> Problem details: Once you have read the records below, report how many lines contain the word "connect", and give nothing besides that number.

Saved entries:

|---|

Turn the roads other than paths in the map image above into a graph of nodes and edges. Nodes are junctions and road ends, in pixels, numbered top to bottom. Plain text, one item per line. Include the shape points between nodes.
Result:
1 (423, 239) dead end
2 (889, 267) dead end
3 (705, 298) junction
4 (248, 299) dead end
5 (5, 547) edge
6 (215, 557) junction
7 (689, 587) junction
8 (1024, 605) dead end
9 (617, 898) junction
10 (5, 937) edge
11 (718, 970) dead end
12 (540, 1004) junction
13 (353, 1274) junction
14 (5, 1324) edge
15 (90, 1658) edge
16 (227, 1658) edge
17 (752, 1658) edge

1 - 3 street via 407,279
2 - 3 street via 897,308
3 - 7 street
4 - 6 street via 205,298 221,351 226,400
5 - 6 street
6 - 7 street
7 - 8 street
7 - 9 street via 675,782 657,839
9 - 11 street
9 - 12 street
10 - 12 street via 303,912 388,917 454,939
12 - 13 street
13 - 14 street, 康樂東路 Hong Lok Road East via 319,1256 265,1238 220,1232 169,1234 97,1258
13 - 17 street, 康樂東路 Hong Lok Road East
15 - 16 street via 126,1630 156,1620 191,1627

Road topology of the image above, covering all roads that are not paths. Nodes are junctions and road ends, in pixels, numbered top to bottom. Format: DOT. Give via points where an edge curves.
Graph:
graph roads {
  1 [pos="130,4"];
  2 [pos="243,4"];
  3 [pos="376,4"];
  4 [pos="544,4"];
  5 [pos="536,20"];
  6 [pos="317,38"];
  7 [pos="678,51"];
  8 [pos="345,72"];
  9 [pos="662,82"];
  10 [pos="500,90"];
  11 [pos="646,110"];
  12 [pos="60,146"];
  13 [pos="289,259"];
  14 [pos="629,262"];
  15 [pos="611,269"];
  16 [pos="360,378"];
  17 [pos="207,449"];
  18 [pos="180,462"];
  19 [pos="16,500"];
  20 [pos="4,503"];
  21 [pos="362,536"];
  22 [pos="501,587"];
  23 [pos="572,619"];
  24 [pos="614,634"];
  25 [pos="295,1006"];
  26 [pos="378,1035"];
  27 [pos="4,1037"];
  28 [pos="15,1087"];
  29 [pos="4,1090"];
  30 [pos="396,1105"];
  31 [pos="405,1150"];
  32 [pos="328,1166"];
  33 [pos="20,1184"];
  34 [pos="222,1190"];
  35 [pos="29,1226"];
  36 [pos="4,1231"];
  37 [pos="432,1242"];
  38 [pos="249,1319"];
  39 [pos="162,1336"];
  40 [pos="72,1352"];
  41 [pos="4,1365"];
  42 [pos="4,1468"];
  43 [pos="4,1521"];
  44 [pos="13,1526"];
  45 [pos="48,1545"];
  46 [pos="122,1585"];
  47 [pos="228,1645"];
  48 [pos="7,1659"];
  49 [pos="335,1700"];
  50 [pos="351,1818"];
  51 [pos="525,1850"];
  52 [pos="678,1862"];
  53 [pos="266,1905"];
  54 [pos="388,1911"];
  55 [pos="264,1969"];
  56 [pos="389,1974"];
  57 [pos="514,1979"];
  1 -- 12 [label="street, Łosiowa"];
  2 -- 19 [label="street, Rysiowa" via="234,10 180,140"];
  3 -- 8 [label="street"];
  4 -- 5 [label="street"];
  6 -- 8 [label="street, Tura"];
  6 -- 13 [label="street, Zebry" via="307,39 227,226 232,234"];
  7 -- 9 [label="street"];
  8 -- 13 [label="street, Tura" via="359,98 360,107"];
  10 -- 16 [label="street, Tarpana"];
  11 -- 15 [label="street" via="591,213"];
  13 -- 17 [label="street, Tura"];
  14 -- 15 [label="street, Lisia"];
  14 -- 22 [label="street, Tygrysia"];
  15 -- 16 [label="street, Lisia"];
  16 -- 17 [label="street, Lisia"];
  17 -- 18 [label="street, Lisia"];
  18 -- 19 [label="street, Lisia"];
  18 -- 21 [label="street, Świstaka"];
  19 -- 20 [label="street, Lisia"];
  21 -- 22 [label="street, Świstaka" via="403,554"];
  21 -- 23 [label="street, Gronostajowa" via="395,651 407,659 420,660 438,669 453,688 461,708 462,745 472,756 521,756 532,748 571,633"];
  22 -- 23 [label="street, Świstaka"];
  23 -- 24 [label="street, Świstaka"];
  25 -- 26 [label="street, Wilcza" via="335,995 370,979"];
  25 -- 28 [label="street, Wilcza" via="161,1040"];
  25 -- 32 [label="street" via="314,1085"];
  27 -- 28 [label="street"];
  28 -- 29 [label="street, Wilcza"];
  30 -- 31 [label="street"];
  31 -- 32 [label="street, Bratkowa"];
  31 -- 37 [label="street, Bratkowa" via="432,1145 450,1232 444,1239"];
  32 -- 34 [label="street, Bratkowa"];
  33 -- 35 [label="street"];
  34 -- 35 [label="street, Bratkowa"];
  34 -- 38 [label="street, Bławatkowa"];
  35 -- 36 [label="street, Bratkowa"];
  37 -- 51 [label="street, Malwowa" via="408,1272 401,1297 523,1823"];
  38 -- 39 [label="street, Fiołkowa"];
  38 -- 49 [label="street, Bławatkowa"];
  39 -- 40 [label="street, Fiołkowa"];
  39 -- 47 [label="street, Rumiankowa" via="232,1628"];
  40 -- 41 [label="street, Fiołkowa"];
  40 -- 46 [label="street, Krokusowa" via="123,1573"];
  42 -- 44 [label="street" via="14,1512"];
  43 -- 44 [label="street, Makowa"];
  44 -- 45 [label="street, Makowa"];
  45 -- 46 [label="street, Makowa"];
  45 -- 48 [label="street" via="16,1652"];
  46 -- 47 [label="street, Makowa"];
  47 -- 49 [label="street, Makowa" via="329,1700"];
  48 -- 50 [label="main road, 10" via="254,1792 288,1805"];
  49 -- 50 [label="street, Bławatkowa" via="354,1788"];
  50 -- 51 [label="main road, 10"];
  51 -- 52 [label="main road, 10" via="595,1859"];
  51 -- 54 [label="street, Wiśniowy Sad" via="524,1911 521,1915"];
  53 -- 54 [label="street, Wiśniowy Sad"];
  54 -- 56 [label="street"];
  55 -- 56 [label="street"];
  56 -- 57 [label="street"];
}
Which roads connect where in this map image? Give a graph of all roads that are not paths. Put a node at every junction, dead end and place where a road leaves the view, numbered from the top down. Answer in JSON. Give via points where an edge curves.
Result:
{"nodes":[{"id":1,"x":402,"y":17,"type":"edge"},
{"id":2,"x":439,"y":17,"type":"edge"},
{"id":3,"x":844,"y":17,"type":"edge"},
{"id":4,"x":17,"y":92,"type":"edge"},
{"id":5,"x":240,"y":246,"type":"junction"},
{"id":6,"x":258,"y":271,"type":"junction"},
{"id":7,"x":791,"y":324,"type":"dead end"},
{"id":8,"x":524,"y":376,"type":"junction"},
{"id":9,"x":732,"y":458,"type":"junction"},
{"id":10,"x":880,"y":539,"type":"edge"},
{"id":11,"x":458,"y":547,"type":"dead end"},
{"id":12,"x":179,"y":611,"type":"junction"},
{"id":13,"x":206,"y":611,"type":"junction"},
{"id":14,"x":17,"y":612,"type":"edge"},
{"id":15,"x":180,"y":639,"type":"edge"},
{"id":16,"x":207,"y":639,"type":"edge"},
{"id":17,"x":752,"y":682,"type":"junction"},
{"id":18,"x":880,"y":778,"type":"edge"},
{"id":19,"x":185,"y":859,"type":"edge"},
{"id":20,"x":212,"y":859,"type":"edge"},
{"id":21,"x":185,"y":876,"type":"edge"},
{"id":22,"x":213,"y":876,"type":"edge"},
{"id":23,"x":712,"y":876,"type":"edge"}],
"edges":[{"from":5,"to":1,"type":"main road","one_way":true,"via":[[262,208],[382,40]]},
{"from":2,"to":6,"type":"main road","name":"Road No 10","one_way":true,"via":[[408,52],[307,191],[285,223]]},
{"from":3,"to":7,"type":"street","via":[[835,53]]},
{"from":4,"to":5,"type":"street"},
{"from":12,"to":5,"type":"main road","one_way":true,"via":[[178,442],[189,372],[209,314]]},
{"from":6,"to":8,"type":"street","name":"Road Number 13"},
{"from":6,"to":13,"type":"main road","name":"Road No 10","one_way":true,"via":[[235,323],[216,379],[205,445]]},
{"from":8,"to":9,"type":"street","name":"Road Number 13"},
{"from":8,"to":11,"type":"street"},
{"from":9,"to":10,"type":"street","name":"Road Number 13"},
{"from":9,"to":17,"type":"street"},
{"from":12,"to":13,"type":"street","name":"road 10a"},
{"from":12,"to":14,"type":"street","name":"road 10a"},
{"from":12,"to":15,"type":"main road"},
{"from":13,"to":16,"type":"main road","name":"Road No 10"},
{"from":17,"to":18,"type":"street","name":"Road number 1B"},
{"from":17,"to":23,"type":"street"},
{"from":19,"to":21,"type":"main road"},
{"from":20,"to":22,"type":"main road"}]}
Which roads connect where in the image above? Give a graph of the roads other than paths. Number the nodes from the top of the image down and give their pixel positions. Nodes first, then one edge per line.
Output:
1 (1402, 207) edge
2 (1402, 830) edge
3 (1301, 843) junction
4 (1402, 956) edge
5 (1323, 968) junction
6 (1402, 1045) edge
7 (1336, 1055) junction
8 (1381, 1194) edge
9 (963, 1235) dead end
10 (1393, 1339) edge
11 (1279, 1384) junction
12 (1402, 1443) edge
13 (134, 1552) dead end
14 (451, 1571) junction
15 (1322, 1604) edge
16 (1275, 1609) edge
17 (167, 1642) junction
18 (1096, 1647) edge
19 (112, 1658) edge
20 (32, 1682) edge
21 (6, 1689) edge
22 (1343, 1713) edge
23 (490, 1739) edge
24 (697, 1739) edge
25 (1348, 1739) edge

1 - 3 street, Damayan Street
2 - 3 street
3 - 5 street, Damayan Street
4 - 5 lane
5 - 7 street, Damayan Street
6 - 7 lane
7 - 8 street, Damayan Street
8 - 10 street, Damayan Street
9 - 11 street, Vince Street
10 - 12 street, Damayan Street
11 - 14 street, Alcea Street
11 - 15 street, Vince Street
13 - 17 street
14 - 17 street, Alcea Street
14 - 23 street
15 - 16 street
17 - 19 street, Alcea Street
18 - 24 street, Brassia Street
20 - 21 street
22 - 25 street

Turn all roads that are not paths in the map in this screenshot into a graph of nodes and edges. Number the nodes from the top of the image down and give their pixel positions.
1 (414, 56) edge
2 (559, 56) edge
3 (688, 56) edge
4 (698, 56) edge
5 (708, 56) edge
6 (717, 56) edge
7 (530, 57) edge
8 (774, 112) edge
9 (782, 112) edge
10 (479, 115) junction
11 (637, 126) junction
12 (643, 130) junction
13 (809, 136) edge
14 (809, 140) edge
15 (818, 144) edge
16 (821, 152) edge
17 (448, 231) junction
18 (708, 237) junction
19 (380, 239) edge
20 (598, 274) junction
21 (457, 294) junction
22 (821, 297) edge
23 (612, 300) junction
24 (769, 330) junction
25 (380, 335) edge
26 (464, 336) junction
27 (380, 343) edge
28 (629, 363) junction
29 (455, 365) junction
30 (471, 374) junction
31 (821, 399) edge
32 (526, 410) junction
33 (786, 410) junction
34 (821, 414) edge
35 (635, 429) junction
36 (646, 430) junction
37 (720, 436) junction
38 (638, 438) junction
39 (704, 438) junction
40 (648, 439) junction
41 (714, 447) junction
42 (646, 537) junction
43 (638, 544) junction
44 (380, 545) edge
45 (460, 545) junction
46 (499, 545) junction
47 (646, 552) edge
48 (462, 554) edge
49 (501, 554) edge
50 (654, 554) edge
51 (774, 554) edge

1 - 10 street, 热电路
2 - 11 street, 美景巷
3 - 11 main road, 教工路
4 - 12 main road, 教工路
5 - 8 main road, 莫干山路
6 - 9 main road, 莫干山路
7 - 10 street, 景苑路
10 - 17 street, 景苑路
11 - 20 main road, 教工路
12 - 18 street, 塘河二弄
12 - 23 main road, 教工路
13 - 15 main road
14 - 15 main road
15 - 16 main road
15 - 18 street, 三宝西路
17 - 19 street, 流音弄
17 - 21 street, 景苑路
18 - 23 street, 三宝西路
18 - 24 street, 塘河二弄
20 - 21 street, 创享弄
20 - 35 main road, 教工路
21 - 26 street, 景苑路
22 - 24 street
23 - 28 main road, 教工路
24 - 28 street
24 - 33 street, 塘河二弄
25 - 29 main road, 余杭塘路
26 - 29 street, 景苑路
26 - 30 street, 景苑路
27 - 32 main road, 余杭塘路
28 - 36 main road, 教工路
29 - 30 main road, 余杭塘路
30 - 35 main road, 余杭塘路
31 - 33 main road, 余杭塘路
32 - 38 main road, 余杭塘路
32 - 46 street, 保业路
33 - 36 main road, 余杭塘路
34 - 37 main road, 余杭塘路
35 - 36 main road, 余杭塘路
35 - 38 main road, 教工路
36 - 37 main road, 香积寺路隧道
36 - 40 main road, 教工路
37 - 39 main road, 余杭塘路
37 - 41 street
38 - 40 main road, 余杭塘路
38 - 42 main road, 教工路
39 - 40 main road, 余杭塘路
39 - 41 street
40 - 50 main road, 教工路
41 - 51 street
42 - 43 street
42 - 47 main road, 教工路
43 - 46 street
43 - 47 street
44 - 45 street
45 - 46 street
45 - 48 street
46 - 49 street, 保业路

|---|

> Answer space: 2